* **EXTRACTED DATA**:
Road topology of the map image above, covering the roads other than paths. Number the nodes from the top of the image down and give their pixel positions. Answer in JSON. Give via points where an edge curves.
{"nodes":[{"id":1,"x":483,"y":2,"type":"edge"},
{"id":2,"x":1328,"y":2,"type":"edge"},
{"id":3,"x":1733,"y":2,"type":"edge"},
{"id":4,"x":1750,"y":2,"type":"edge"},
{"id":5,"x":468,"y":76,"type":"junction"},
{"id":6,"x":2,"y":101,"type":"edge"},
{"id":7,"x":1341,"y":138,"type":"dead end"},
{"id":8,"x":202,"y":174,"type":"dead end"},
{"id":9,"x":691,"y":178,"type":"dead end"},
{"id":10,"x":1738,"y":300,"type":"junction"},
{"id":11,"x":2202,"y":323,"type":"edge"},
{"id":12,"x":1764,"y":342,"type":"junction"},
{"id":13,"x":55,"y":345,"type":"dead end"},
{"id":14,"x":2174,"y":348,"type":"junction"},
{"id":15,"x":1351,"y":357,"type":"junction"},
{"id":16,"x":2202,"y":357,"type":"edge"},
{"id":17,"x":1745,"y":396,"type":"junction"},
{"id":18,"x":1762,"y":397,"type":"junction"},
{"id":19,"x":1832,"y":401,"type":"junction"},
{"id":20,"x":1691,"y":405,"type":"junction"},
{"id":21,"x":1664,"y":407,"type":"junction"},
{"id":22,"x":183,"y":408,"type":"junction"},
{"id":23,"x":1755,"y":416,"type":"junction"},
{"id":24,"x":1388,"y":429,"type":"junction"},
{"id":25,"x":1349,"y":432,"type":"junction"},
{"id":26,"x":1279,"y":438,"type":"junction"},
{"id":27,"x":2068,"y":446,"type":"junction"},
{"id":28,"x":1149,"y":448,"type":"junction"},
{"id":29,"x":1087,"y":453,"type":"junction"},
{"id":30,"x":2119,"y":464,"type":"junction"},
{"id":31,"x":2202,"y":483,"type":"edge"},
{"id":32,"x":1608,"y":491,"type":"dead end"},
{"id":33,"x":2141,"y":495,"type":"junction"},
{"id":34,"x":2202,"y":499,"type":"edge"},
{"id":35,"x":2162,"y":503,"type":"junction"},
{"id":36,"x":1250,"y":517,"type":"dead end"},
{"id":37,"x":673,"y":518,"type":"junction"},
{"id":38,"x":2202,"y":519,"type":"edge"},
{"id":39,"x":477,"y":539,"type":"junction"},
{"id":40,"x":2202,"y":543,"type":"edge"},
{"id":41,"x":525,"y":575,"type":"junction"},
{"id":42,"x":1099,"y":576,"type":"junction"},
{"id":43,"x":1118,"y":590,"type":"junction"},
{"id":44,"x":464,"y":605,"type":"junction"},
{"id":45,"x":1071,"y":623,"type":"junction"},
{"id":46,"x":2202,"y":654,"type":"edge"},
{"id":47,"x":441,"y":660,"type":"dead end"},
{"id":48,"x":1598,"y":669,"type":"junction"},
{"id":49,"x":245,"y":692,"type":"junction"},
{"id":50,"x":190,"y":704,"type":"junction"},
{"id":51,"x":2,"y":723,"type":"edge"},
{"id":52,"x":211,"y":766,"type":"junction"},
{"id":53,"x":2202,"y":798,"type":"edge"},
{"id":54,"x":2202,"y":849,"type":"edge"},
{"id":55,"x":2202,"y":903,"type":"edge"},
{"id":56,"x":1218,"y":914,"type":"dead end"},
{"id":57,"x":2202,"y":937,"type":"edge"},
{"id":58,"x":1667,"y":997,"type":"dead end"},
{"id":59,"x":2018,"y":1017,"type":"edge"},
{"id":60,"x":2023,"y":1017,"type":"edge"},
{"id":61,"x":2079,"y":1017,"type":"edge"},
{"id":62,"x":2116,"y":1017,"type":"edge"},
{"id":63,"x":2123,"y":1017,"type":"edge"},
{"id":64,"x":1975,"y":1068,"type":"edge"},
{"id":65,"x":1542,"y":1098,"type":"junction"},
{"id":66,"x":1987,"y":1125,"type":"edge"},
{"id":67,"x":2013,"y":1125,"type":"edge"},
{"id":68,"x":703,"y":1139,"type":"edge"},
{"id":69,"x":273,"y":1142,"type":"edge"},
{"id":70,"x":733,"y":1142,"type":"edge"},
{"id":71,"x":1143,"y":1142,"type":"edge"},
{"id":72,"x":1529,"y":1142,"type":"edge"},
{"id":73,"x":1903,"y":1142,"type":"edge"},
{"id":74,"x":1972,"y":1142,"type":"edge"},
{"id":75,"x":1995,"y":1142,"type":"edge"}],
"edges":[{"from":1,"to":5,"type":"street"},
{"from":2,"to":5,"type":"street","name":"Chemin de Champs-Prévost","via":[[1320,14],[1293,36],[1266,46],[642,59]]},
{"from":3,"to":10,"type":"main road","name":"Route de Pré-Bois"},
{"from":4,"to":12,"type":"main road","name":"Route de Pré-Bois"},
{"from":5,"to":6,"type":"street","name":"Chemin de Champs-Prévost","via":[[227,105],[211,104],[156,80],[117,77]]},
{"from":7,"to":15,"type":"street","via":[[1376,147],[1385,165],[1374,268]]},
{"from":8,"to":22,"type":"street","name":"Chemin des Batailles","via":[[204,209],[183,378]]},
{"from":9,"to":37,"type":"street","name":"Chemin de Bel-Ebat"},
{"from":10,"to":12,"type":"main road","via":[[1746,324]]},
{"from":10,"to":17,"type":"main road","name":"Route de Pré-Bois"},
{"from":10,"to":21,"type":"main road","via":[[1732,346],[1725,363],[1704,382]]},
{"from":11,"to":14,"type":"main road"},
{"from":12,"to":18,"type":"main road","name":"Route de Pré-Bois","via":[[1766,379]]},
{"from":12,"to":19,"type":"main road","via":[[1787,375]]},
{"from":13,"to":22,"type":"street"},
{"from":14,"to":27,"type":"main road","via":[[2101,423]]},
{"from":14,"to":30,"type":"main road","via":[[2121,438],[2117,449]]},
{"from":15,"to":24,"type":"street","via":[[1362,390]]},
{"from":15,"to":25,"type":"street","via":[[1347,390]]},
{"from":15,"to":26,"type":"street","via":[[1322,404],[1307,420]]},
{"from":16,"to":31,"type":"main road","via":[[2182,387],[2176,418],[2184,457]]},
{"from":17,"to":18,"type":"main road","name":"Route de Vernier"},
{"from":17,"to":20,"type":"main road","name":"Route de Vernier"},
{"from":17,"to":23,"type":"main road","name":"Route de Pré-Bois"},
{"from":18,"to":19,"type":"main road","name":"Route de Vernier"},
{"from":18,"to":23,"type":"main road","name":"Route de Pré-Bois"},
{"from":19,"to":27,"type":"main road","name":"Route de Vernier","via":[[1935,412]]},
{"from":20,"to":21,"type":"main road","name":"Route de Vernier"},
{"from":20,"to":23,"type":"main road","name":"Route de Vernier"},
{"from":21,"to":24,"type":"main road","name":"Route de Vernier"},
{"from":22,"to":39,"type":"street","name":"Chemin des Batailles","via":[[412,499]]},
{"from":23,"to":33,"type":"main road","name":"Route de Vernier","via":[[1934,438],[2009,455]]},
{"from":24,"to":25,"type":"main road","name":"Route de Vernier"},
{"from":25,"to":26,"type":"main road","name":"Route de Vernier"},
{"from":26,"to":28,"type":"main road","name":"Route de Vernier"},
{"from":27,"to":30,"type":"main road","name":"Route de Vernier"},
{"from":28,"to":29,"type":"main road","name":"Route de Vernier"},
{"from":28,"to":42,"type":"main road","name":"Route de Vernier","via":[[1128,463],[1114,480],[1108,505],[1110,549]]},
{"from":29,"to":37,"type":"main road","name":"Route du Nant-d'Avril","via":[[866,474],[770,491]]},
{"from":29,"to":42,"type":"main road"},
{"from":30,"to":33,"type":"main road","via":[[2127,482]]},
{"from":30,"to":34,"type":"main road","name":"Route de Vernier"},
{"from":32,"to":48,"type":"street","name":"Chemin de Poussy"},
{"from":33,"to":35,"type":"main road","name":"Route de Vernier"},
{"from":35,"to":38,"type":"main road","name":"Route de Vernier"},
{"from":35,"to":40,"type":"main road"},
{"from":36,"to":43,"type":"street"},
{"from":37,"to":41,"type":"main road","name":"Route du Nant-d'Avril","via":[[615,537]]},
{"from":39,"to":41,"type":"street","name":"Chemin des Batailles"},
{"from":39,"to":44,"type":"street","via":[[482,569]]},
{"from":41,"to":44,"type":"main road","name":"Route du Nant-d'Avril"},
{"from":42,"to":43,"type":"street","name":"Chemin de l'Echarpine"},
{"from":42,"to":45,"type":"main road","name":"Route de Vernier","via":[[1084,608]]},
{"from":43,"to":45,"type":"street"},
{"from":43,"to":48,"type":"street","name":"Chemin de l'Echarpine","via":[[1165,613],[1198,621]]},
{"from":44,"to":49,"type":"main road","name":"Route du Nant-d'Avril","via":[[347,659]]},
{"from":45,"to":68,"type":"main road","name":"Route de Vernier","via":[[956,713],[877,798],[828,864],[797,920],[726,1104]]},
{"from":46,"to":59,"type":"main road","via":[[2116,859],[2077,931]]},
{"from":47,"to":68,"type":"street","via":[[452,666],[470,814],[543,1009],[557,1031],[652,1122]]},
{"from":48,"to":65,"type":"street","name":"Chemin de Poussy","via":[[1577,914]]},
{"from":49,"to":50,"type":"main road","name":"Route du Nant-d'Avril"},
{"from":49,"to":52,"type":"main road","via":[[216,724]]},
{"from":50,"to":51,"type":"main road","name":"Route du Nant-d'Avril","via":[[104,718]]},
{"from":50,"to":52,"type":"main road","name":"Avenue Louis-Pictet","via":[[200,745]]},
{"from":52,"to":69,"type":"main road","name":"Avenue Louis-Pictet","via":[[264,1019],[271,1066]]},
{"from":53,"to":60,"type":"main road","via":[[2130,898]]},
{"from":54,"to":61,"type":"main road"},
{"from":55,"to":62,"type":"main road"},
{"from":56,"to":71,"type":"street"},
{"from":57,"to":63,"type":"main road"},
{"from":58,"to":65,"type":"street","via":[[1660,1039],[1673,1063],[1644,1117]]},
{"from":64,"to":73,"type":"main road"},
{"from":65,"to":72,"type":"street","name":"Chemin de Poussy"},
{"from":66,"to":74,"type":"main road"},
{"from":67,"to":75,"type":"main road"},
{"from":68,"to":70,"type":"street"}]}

* * *

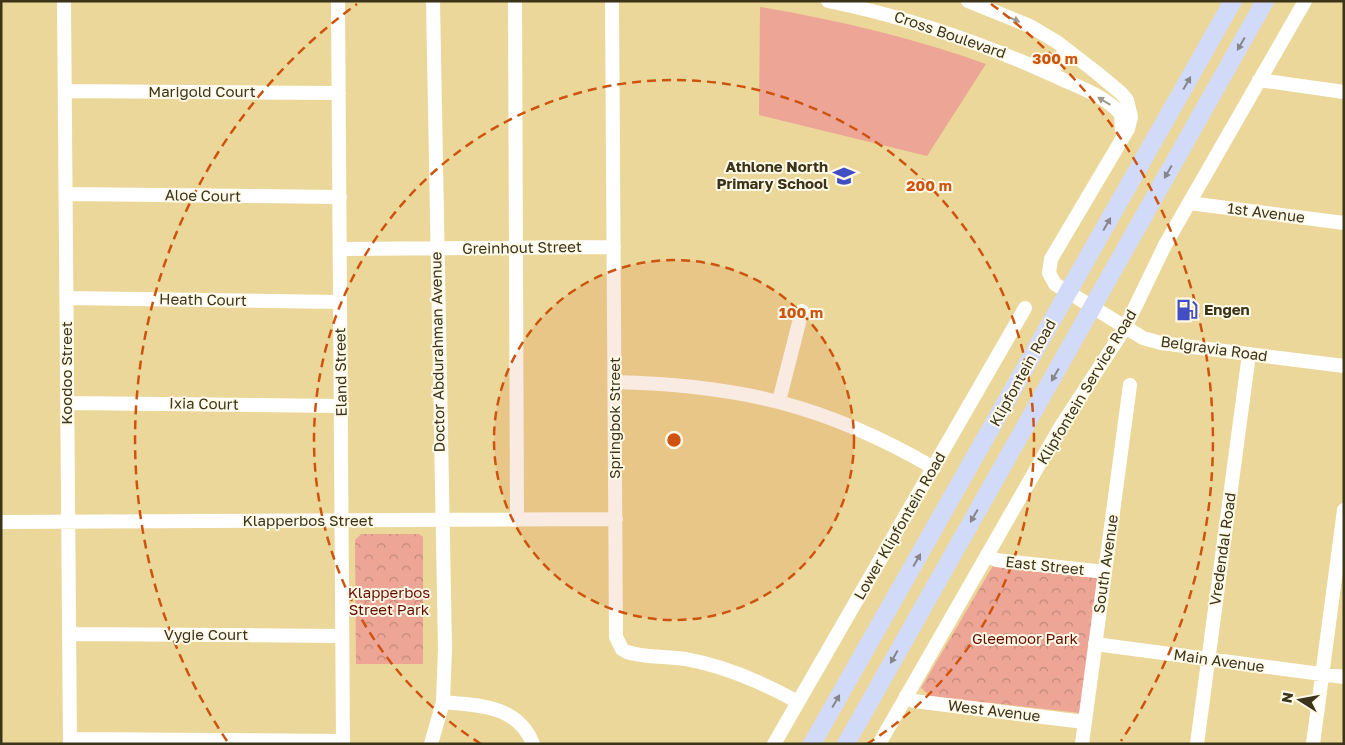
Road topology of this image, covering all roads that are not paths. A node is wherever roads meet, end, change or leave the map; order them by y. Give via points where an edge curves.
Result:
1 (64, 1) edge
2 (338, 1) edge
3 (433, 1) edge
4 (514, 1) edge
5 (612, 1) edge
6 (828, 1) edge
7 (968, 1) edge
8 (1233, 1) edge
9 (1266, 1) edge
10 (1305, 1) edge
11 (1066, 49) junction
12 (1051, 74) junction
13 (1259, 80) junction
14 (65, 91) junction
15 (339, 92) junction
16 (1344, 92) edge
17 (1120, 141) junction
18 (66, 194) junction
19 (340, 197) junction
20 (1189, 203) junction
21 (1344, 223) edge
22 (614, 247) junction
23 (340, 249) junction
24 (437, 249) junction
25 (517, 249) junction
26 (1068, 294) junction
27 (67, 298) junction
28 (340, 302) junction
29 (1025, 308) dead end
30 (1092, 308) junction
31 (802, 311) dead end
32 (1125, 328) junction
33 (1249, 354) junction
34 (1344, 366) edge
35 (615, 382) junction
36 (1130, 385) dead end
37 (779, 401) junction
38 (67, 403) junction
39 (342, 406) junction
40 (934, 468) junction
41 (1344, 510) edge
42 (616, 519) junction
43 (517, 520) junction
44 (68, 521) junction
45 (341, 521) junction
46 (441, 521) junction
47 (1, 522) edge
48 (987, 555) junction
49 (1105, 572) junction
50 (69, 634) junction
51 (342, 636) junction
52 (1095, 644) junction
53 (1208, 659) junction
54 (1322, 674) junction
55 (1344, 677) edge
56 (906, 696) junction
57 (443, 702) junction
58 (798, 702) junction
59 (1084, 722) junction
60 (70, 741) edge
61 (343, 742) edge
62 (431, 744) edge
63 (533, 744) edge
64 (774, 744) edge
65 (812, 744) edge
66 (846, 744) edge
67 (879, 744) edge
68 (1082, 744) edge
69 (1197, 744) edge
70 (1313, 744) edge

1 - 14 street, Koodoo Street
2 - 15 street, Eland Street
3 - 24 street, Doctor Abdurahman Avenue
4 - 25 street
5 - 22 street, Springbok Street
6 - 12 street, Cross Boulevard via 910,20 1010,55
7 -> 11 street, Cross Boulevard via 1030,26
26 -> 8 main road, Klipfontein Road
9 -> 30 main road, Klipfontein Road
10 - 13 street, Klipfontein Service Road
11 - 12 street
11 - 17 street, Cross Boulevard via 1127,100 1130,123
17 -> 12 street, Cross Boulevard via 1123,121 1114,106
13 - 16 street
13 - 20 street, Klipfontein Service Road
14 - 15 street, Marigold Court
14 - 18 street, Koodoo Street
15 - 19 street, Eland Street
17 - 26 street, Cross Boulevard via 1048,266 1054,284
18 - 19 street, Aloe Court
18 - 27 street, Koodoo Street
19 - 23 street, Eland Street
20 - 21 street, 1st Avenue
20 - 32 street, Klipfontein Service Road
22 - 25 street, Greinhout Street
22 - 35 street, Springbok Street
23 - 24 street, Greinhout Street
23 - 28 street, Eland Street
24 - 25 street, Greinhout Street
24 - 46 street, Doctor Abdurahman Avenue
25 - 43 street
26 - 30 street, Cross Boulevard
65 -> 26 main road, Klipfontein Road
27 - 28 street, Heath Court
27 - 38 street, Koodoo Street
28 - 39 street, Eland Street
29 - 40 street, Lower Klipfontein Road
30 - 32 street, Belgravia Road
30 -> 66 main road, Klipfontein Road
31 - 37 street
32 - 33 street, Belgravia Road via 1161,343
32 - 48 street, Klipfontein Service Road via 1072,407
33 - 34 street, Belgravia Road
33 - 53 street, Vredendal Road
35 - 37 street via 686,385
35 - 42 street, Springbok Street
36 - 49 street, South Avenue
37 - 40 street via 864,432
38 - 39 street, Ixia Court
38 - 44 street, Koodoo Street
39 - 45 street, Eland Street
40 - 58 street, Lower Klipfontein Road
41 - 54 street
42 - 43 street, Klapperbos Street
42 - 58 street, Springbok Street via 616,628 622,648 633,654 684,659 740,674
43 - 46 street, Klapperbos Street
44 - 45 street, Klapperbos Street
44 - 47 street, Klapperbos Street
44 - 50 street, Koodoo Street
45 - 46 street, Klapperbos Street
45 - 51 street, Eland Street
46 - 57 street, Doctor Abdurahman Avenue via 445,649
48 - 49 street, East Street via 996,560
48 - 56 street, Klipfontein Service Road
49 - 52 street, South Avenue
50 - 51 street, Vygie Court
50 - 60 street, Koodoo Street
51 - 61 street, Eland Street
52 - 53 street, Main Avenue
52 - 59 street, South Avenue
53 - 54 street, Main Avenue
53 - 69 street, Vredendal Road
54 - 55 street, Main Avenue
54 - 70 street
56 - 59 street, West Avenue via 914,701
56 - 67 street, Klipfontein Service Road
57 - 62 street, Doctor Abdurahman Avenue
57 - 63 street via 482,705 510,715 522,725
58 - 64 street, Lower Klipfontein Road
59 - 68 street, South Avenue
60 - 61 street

* **YOUR TASK**:
If a line above holds the word "nodes", copy it.

* **FINISHED TASK**:
Road topology of the map image above, covering the roads other than paths. Number the nodes from the top of the image down and give their pixel positions. Answer in JSON. Give via points where an edge curves.
{"nodes":[{"id":1,"x":483,"y":2,"type":"edge"},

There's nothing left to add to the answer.